DNA甲基化在罗非鱼性腺细胞重编程中的表观遗传作用研究

我们成功诱导3月龄雌罗非鱼性逆转，卵巢细胞去分化并再分化为精巢，DNA甲基化修饰在这一细胞重编程中起重要作用。本项目拟利用AIMS法检测处理组和对照组全基因组甲基化的差异，并筛选启动子甲基化差异的性别决定相关基因，亚硫酸氢盐测序确定启动子甲基化的位点，通过以下研究揭示性逆转过程中DNA甲基化对性别决定与分化的表观修饰作用：1)荧光素酶报告基因系统离体研究有关基因启动子甲基化与否及其不同的甲基化位点对基因表达的影响，并结合在体的基因表达分析加以印证；2)通过原位杂交和Real-time PCR研究DNA甲基转移酶家族的时空表达，分析其与性别决定关键基因表达的相关关系；3)逆转中的性腺细胞经Dnmt抑制剂处理，处理组和对照组相关基因的表达和甲基化状态是否发生相反的变化，进一步证实DNA甲基化对基因表达的调控作用。
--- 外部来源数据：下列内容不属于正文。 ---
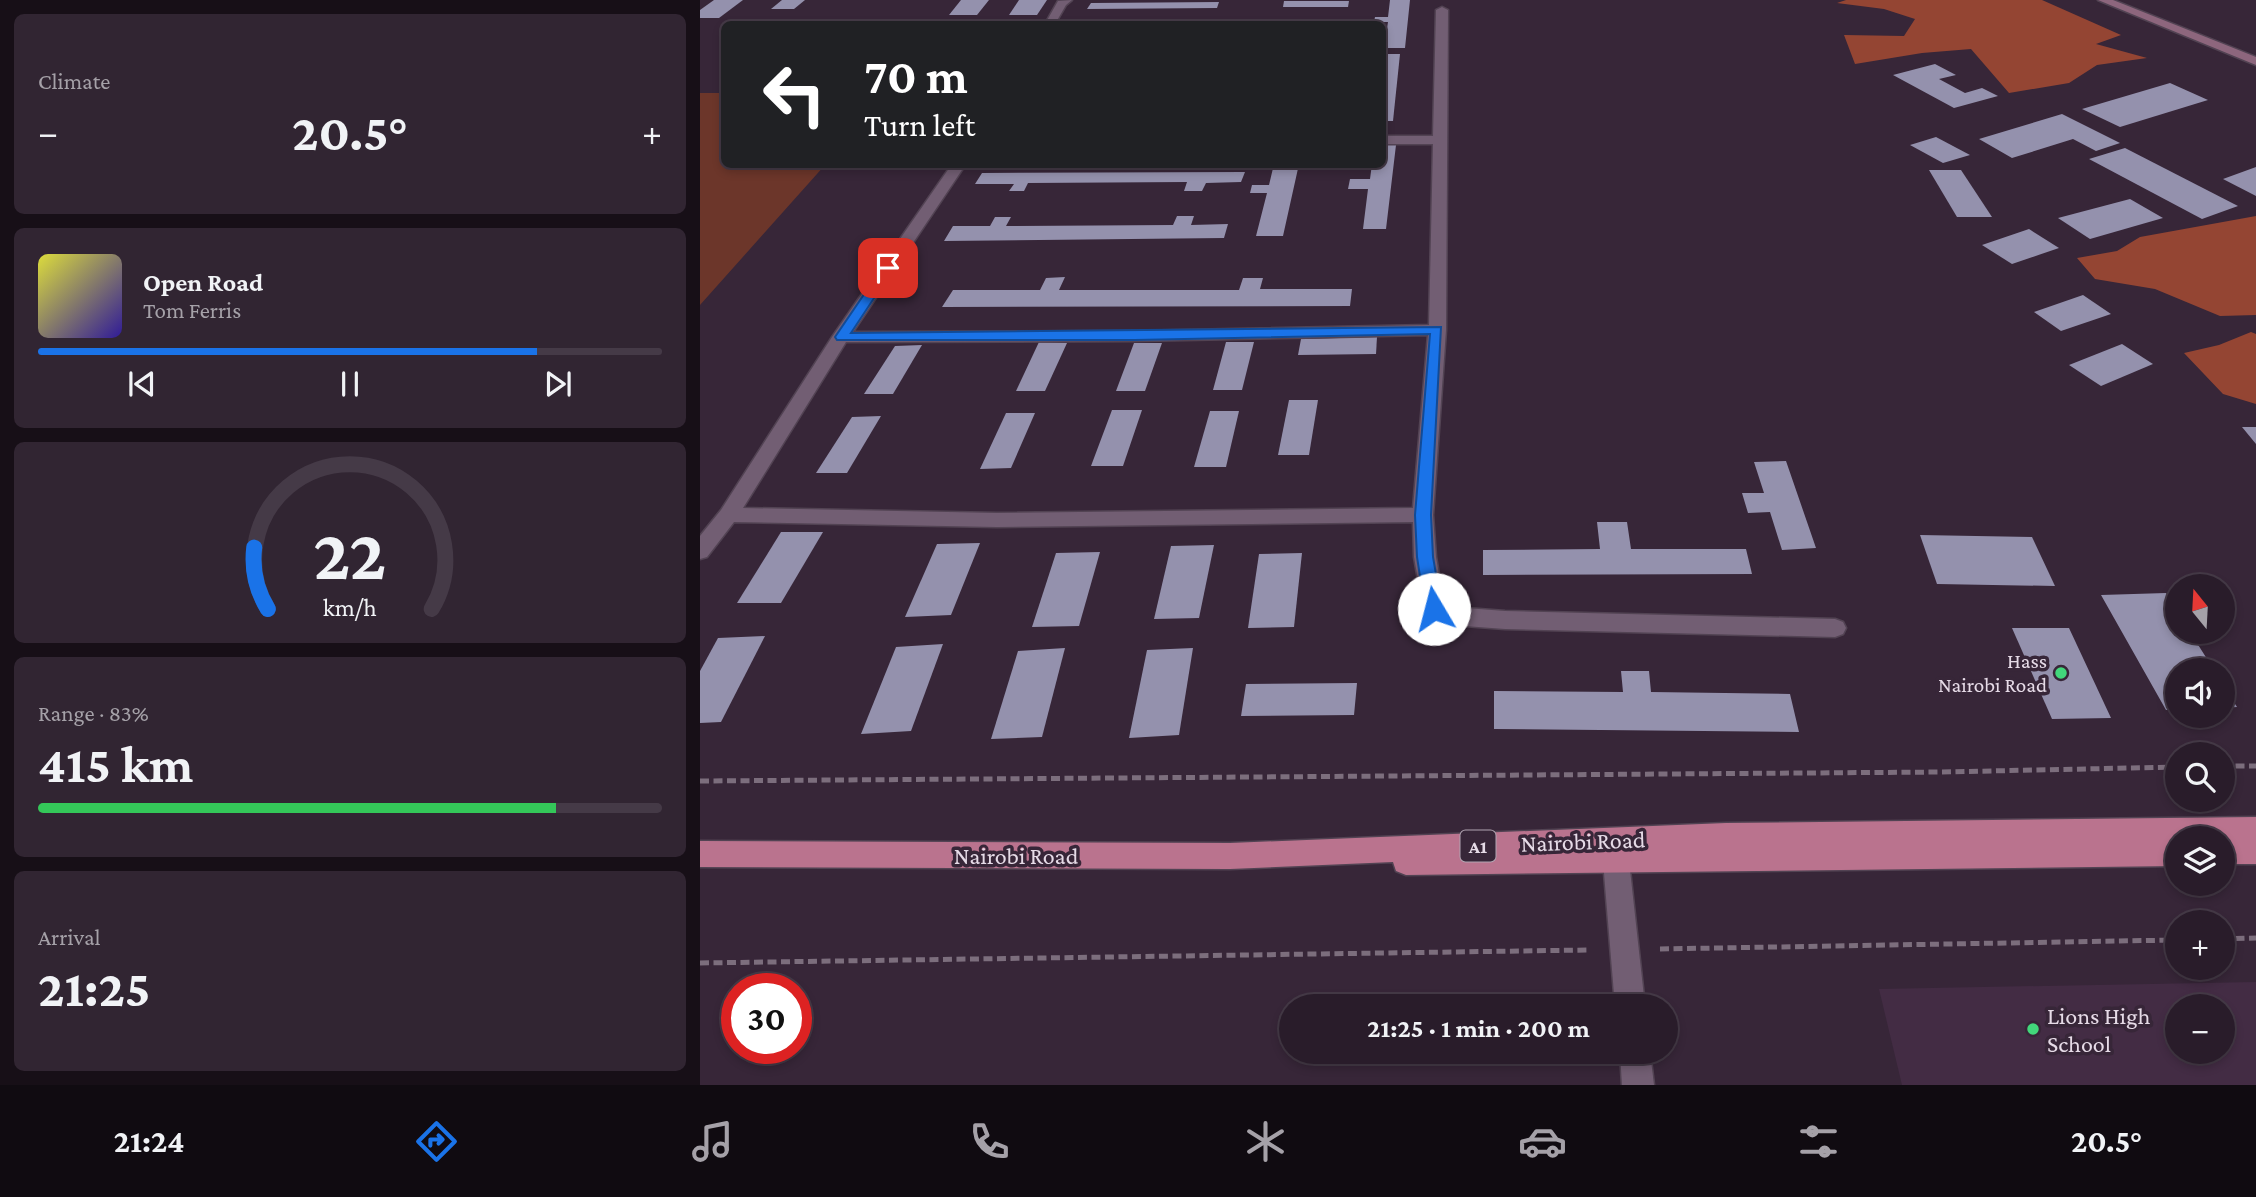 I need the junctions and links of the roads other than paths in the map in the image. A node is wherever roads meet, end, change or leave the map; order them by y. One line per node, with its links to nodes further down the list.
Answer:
1 (1067, 0): 4 (street)
2 (2103, 0): 5 (main road)
3 (1443, 10): 6 (street)
4 (1052, 21)
5 (2256, 61)
6 (1439, 140): 7 (street); 9 (street)
7 (1386, 141)
8 (956, 168): 10 (street)
9 (1437, 330): 10 (street); 12 (street)
10 (841, 337): 11 (street)
11 (728, 515): 12 (street); 13 (street)
12 (1423, 515): 14 (street)
13 (700, 551)
14 (1835, 628)
15 (2256, 829): 19 (highway, Nairobi Road / A1)
16 (2235, 852): 17 (highway)
17 (2256, 852)
18 (2165, 853): 20 (highway, Nairobi Road / A1)
19 (700, 854)
20 (1616, 862): 21 (highway, Nairobi Road / A1); 22 (street)
21 (700, 867)
22 (1629, 994)
23 (1636, 1064): 24 (street)
24 (1638, 1085)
本项目有助于阐明鱼类性别决定与分化的分子机制，为最终实现鱼类的性别控制奠定基础。

人工诱导3月龄雌性罗非鱼卵巢性逆转为功能性精巢，基于这一独特的实验模型，研究了DNA甲基化修饰在性逆转过程中的作用，取得如下成果：（1）通过全基因甲基化测序开展性逆转性腺和对照性腺的基因组甲基化差异研究，分别获得28.31Gb和27.31Gb的Clean碱基数，覆盖罗非鱼基因组深度达30X，初步筛选到大量甲基化差异区域，为全面解析DNA甲基化修饰在卵巢向精巢性逆转中的作用奠定基础。（2）亚硫酸氢盐测序法证实雌性通路关键基因cyp19a1a、cyp19a1b的启动子甲基化水平在性逆转中升高，而雄性通路关键基因dmrt1的启动子甲基化水平降低，与其在性逆转中的表达下调和上调呈正相关，但foxl2和cyp11b2的甲基化水平变化不明显。（3）荧光素酶报告基因实验也表明启动子完全甲基化明显抑制基因的表达，进一步证实了亚硫酸氢盐测序的结果。（4）证实罗非鱼有7个DNA甲基转移酶（Dnmt）家族成员，维持甲基化酶dnmt1在性腺发育有重要作用，而在性逆转中从头甲基化酶dnmt3、dnmt4和dnmt8可能发挥更重要的作用。（5）通过Dnmt抑制剂处理原代培养的正常雌雄性腺和性逆转性腺细胞，Dnmt的表达下调，而cyp19a1a、dmrt1的表达上调。本项目的研究结果表明，DNA甲基化在罗非鱼已分化卵巢转分化为精巢的过程中发挥重要作用。